About the role
We’re looking for an AI/ML Engineer to join our product engineering and applied research team. Our team operates at the intersection of research and production, solving open-ended problems while delivering real-world products. We use the best tool for the job, whether that’s a novel machine learning model or plain software engineering fundamentals.
You’re excited to build an AI product that pushes the boundaries of what’s possible in education. You believe that great products and research strengthen each other. You’ll thrive here if you enjoy shipping AI features into a real product, designing the evaluations that prove they work, and turning fuzzy product questions into measurable experiments.
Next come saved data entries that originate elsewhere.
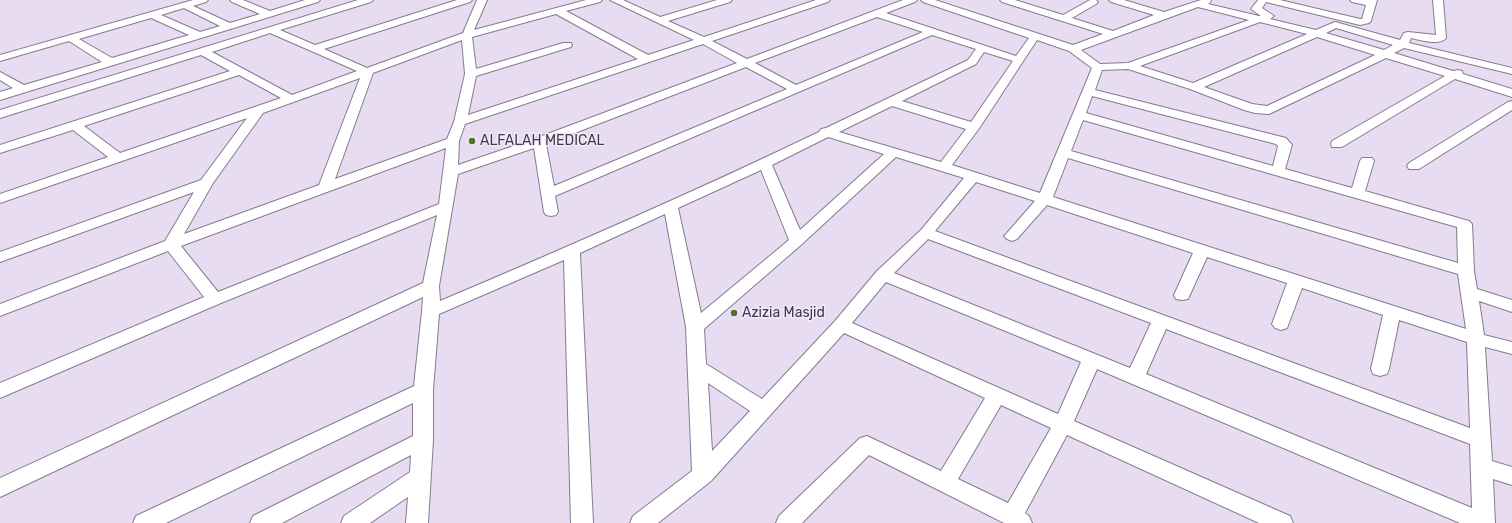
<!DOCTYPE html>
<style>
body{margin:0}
canvas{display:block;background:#e7dcf1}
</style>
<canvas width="1512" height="523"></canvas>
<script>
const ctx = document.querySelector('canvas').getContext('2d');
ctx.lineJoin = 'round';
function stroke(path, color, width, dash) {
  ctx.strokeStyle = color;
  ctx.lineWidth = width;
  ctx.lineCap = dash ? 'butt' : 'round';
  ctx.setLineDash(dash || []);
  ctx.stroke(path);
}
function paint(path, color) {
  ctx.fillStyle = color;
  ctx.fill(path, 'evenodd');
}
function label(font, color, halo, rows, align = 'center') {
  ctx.font = font + ' Rubik,sans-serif';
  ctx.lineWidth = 3;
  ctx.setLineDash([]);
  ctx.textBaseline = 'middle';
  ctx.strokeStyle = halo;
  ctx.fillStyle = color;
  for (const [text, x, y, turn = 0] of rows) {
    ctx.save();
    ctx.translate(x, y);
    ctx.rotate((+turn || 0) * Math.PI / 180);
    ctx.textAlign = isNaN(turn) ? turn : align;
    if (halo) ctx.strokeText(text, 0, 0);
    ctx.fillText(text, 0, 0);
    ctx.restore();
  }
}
const minor = new Path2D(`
 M193,0H208L206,2L193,6L230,23L260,14L232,2L230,0H243L270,11L305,0H320L318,2L0,100V92L13,88L0,80V72L24,85L102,62L69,41L0,61V55ZM184,8L220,26L200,32L161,15ZM151,18L189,35L112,58L79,39Z
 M358,0H373L371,2L280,30L315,45L457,0H472L470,2L324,49L367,68L463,33L477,0H487L474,30L586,0H602L600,2L566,11L648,55L694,40L610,0H623L660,17L717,0H732L730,2L668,21L704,37L816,0H830L828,2L712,41L747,59L903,0H917L915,2L886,13L1016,56L1029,38L923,2L921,0H935L1073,45L1103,34L1002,2L1000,0H1015L1063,15L1090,0H1096L1098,2L1096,4L1072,18L1113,31L1154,15L1111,2L1109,0H1124L1164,12L1201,0H1211L1210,3L1208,4L1259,16H1261L1251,9L1258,0H1280L1360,19H1362L1366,5L1352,2L1350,0H1377L1371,21L1369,23L1360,25L1266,2L1262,8L1274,16L1270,19L1316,30L1335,22L1400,40L1404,33L1408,32L1436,35L1433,0H1443L1446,38C1440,46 1420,40 1411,38L1409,43L1512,68V74L1404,48L1394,53L1453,71L1458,70L1462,71L1463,74L1512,89V97L1455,79L1342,147H1332L1331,144L1332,141L1445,76L1386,58L1269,114L1255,113L1244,110L1190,89L1128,69L1102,70L1095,90L1286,138L1292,145L1285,169L1352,188L1360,161L1362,158H1372L1374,161L1365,191L1469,221L1472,224L1474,271L1477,289L1512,300V312L1479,301L1484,335L1512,342V354L1485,347L1492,461L1512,467V485L1493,479L1495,523H1460L1097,369L1074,421L1290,516L1293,523H1259L1067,435L1025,513L1029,516L1032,523H1004L869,455L802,523H776L779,516L860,438L867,436L941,471L985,398L844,333L711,481L658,523H630L633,516L692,471L686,327L665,214L580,253L593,523H571L564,260L439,314L433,390V440L428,523H406L408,497L370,523H341L344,516L410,472L411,455L282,523H250L253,516L413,436V403L166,523H133L136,516L414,386L422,311L423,297L0,497V478L423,283L437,215L221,303L0,398V383L204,297L168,251L0,316V304L165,241L194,192L0,262V252L201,180L247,118L0,203V194L108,157L73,130L0,153V145L230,71L201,55L0,118V110ZM1198,7L1249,20L1128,63L1100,64L1081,50ZM556,14L638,59L468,115L476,76L571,47L572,45L571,43H563L476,69L472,37ZM877,17L923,32L796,85L755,63ZM1260,22L1307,34L1193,83L1140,66ZM1336,28L1393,45L1384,50L1326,33ZM270,33L357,71L292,95L212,52ZM932,35L976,49L968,60L826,128L821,129L819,132C694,192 568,247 440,301L439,286L458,174L534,148L544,212L546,215L551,216L556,215L558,212L555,196ZM1317,37L1375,55L1267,106L1252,104L1204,87ZM462,40L465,74L454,122L447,139L335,179L373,73ZM1037,40L1069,51L1092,68L1040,193L952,165L980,127ZM703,44L737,63L534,139L458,165L459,141L465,124ZM984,52L1013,61L971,122L902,101L976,64ZM746,67L787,89L554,186L546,144ZM239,75L281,98L120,153L84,126ZM360,78L319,185L184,234L213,183L263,113ZM1092,96L1276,144L1278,146L1273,166L1086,113ZM892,106L966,129L941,162L839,132ZM1083,120L1457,227L1458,263L1071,151ZM828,137L884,154L800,230L772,165ZM446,148L439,204L218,292L181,246ZM896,157L964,178L921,230L877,271L835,321L762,399L706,364L704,329L802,244ZM1068,158L1458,274L1466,329L1053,197ZM761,170L789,240L701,313L678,208ZM976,182L1035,201L1007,233L1004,236L1007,239L1012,241L1017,239L1047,205L1193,253L1174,295L1176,299L1182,300L1188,299L1207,257L1287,283L1272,324L1275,328L1281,330L1287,328L1302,288L1383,315L1371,369L1373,374L1380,376L1387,374L1389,369L1399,320L1467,342L1470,428L935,231ZM928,239L1151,323L1130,368L894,273ZM886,282L1081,362L1058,414L852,323ZM1166,329L1470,444L1472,508L1146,374ZM708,383L750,411L712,451ZM1001,405L1051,428L1008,503L958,479Z
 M1512,101V110L1419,169H1409L1407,166L1409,163L1508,102Z`);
stroke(minor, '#857b8e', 2);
paint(minor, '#fff');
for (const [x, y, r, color] of [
 [472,141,4,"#4f7129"],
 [734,313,4,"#4f7129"]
]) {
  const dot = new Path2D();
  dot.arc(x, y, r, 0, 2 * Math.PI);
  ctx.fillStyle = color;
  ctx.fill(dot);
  stroke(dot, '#f4e9fe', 1.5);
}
label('14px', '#3f3b43', '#f4e9fe', [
 ["ALFALAH MEDICAL",480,141],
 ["Azizia Masjid",742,313]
], 'left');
</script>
You’ll make an edit in your Jupyter notebook this week, deploy it on-device next week, and watch it bring smiles to kids’ faces a day later.
What You’ll Do
- Help define the impact of AI on children’s education.
- Own AI systems and features end-to-end: from identifying product opportunities, to building and operating research and evaluation systems, to shipping production improvements used by children worldwide.
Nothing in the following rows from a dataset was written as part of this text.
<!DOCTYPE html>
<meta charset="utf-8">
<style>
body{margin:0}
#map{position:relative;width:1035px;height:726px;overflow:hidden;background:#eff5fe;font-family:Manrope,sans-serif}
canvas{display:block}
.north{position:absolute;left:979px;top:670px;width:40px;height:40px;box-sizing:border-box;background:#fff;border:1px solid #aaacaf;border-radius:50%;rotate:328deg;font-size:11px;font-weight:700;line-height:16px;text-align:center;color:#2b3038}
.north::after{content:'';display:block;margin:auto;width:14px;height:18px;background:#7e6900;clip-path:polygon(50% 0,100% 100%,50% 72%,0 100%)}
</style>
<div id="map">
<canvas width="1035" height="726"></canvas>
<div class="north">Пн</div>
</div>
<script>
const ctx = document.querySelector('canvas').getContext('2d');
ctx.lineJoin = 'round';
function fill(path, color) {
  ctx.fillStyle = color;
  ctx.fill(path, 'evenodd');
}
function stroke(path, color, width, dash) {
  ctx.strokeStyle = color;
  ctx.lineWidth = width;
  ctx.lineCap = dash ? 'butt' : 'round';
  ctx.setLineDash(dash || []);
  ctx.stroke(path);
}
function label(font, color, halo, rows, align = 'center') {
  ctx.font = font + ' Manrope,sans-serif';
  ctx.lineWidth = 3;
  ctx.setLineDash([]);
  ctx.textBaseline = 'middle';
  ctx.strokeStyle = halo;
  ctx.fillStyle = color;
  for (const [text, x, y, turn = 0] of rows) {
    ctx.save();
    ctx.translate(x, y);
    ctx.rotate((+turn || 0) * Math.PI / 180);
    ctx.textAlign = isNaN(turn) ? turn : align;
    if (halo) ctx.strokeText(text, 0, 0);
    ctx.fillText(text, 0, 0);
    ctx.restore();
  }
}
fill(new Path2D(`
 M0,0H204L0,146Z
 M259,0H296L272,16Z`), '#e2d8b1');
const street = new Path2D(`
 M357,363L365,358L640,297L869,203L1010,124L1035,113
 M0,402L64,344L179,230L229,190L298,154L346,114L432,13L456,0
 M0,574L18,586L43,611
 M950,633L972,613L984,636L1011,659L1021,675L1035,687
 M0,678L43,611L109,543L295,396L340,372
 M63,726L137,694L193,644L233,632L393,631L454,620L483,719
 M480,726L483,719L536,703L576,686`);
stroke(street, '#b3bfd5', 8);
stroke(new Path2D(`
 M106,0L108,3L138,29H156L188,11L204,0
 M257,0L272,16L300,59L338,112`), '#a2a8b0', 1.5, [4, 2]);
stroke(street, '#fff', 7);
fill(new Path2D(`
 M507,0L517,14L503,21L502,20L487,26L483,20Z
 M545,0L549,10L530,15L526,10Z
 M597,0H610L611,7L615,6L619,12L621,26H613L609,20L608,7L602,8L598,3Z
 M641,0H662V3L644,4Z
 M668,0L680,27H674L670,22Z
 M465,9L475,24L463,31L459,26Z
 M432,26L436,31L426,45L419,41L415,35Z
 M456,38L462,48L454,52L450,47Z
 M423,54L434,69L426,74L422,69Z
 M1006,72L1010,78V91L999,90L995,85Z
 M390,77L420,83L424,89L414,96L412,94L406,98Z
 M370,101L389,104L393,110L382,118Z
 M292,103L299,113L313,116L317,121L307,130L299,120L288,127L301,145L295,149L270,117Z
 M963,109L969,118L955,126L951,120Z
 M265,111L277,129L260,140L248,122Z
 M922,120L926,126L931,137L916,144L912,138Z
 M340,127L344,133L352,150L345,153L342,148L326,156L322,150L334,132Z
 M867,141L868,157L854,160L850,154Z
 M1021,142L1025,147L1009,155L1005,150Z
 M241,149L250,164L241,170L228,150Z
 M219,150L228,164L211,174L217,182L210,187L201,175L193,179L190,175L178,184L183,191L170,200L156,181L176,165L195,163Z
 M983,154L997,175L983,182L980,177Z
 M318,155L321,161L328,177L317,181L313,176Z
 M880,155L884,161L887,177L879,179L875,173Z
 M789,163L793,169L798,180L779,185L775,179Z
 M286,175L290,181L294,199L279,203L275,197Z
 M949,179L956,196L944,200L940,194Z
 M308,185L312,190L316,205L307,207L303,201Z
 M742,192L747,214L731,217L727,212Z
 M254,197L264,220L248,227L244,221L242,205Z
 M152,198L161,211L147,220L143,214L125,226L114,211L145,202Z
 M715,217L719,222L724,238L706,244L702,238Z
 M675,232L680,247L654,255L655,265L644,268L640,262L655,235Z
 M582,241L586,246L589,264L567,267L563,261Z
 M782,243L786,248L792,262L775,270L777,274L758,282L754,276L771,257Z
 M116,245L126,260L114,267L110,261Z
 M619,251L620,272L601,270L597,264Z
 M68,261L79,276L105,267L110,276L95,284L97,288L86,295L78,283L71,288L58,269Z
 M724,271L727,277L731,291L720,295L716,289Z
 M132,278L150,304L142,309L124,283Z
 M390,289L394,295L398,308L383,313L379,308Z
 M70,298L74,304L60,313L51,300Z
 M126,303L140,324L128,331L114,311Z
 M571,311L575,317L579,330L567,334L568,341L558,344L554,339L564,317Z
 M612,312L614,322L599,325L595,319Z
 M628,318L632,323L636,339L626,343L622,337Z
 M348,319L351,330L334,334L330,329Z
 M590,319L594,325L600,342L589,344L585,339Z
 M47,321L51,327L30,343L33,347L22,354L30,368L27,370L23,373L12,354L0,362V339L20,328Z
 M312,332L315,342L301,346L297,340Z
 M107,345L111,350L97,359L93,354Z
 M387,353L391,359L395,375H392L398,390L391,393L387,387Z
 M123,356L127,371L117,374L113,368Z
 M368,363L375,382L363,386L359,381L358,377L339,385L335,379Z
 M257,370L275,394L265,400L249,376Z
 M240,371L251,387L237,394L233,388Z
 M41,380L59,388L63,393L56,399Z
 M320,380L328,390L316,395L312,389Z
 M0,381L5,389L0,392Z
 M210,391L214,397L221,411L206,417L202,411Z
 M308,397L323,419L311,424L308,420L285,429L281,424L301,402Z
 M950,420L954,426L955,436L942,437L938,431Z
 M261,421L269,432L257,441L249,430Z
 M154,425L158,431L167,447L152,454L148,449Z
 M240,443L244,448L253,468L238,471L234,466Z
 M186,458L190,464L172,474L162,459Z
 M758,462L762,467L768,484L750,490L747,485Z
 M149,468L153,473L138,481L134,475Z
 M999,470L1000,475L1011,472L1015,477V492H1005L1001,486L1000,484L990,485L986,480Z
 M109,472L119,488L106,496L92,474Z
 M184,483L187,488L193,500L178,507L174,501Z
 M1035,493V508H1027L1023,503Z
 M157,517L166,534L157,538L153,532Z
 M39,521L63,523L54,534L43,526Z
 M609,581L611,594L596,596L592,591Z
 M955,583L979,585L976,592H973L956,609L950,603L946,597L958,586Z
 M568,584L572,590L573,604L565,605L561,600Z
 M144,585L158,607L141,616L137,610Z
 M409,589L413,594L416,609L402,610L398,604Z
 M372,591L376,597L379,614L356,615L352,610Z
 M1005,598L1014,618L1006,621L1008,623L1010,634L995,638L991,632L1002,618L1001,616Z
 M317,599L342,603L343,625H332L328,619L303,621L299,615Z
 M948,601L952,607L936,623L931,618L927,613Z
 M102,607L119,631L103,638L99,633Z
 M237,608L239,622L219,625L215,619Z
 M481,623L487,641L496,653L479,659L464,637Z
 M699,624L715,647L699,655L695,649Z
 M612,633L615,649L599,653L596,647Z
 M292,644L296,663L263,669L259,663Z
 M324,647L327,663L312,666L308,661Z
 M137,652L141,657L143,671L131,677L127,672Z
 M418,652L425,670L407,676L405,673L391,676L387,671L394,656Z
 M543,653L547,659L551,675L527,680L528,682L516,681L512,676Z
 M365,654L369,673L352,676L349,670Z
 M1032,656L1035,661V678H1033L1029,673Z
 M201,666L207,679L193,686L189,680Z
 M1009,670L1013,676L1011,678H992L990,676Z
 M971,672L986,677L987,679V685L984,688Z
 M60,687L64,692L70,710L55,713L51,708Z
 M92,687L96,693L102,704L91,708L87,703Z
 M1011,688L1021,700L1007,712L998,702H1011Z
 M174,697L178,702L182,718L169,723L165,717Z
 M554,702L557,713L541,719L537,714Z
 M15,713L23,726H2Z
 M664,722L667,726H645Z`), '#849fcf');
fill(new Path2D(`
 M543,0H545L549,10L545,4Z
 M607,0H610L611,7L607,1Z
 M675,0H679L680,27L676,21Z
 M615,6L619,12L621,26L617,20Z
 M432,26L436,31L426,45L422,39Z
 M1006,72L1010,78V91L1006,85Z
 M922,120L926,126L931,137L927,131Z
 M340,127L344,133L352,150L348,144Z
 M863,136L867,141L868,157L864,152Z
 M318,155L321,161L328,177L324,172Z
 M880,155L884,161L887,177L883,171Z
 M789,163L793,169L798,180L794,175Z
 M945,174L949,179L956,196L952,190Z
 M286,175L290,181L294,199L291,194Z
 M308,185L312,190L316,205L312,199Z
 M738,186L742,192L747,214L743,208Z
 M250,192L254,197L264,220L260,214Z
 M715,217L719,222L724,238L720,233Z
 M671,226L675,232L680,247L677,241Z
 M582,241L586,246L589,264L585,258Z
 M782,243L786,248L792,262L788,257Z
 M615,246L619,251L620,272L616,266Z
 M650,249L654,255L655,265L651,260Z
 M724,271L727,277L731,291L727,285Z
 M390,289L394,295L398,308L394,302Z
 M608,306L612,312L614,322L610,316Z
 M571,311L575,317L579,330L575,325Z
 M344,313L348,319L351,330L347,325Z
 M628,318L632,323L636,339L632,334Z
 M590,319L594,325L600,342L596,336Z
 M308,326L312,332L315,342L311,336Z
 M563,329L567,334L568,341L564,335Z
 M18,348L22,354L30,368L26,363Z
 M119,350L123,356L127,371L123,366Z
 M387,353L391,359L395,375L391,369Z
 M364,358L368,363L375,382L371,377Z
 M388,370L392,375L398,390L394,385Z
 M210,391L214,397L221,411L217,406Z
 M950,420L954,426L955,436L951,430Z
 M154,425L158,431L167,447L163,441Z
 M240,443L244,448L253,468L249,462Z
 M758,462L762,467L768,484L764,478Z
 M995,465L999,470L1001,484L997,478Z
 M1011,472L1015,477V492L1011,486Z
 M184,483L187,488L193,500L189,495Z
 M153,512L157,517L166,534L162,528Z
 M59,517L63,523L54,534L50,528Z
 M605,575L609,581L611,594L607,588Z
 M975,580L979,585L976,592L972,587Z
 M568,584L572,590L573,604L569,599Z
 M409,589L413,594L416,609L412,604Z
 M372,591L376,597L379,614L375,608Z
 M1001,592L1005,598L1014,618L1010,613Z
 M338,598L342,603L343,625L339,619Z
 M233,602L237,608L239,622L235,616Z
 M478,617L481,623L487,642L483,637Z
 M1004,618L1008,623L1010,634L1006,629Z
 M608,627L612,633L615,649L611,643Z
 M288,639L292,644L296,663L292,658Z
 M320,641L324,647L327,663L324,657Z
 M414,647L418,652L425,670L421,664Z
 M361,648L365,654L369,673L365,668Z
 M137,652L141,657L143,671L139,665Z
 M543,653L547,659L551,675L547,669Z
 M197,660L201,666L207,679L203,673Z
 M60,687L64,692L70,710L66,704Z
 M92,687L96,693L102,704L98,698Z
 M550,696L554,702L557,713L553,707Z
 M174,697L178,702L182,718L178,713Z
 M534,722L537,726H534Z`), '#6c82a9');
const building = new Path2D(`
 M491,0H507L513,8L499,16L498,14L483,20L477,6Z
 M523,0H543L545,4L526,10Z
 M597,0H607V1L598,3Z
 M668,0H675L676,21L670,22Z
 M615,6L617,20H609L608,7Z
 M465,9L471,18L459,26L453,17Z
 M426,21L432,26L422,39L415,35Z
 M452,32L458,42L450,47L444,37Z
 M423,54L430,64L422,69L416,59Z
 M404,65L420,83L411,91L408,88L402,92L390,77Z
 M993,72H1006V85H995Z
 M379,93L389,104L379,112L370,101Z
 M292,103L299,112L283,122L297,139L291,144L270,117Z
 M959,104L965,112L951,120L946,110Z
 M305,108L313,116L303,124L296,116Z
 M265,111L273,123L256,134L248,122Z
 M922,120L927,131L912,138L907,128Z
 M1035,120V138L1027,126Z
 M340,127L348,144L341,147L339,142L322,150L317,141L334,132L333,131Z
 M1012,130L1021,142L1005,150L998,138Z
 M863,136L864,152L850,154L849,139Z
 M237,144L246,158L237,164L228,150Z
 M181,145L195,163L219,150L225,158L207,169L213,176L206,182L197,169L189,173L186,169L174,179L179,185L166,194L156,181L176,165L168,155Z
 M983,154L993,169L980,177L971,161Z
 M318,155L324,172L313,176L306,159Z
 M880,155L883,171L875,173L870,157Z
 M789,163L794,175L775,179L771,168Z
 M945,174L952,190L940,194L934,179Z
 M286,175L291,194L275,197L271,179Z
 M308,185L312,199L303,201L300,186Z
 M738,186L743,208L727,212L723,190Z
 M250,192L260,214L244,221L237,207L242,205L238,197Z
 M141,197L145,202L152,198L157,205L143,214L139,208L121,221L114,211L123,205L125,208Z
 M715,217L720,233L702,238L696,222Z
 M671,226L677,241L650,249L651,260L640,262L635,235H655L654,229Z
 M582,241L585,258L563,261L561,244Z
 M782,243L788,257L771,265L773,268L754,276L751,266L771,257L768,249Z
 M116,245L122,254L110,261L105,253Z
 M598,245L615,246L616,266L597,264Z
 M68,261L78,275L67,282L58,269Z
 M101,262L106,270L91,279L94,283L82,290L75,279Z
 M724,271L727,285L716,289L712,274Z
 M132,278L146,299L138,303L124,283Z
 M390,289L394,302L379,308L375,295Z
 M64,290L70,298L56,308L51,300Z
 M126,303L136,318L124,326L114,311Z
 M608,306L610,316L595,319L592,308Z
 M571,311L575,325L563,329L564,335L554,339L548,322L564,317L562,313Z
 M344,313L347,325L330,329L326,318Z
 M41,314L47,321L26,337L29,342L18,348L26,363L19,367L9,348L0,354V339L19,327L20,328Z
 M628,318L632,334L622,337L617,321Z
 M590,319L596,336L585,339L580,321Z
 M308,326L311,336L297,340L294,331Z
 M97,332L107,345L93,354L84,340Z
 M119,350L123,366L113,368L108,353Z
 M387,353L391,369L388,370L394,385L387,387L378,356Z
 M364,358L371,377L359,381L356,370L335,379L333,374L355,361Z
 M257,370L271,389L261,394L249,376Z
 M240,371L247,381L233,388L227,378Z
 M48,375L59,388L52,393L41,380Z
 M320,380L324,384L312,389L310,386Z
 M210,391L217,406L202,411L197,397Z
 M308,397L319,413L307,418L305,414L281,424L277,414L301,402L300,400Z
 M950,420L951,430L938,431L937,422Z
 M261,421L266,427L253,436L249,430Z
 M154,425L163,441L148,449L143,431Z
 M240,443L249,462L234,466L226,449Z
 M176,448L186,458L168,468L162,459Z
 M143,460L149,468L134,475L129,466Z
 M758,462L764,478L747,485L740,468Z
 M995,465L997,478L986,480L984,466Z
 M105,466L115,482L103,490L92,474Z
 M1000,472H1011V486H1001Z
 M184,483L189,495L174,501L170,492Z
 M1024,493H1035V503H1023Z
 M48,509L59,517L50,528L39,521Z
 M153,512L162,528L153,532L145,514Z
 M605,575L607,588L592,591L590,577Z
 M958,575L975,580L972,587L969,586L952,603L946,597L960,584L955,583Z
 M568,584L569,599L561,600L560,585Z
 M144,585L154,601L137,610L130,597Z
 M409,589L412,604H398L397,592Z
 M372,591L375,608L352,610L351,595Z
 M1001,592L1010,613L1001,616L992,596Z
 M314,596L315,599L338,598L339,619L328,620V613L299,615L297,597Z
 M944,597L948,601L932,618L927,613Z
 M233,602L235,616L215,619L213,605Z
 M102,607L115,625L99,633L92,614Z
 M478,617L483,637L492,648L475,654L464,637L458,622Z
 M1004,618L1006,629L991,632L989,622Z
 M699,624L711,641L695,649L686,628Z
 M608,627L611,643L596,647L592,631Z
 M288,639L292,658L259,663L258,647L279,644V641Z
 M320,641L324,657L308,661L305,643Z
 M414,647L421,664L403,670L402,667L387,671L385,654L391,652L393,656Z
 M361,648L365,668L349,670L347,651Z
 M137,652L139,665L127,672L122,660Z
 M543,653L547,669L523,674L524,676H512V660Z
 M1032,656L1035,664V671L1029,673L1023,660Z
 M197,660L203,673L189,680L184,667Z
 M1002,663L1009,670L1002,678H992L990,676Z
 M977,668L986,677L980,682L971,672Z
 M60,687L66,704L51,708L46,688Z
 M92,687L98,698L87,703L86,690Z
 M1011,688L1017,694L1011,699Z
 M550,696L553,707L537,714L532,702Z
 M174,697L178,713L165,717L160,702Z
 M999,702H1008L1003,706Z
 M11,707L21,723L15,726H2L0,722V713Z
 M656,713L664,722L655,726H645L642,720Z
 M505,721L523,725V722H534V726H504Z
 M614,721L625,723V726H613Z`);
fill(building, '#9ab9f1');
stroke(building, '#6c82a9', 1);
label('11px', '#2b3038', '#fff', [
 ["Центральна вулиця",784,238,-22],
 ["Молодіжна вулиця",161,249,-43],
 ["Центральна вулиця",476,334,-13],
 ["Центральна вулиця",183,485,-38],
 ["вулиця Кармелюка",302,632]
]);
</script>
- Collaborate with learning experts and product engineers to build infrastructure measuring the educational quality, engagement, safety, latency, and behavior of an AI teacher
- Design and improve the agent harness that powers Ello’s tutoring experience, including how the tutor decides what to teach next, when to intervene, and how to adapt to each child
- Develop learner profiling and adaptation systems that build a model of each child – their strengths, gaps, pace, and engagement patterns – and use that model to drive instructional decisions
- Develop feedback loops and data flywheels that continuously improve product quality through usage, evaluation, and experimentation
About you
- Experience: 3+ years of experience building AI products in an engineering or research role. You’ve worked in environments that require you to take a high level of ownership.
- Software engineering fundamentals: You take pride in writing clean Python code that others can build upon. You’re able to get up-to-speed quickly on unfamiliar code, work well with other engineers of varying backgrounds, and debug complex systems. You can make technical decisions with incomplete information while still maintaining high engineering standards.
- Evaluation and product improvement: You’ve built and operated evaluation or measurement systems, such as AI evals. You can own the loop from ambiguous product quality questions, to concrete metrics and research plans, back to production improvements.
- Research and experimentation: You’re comfortable with experimental thinking and reasoning through how to build systems around improving a non-deterministic product, while the underlying AI foundations shift. You can think empirically, but also make good calls in the gray area when needing to weigh conflicting signals and move quickly.
- Machine learning foundations: You’re able to read recent ML papers and implement parts of the stack – you don’t need deep model training expertise, but you do need to understand how they work and how to evaluate them. You have sufficient proficiency in applied mathematics and linear algebra to contribute to research discussions.
- AI-forward workflow: you have a working practice of leveraging AI in your engineering workflows, and an active curiosity in how AI is transforming work.
Bonus points
- Public projects that demonstrate technical creativity
- Strong product intuition — you can tell what's worth measuring and what isn't
- Depth in low-latency inference at scale
- Experience with model training
- Familiarity with speech systems
Who you’ll be joining
Ello’s 5-person applied ML team includes some of the world’s foremost experts in their areas. We work on a broad range of machine learning problems across agent reliability, learner adaptation, evaluation, and multimodal perception – including building the world's best child speech recognition system, designed by co-authors of wav2vec. We collaborate closely with advisors from Stanford and top industry research labs (on a weekly basis, not in some hands-off way). We work in-person out of our San Francisco office and we’re big believers in face-to-face collaboration.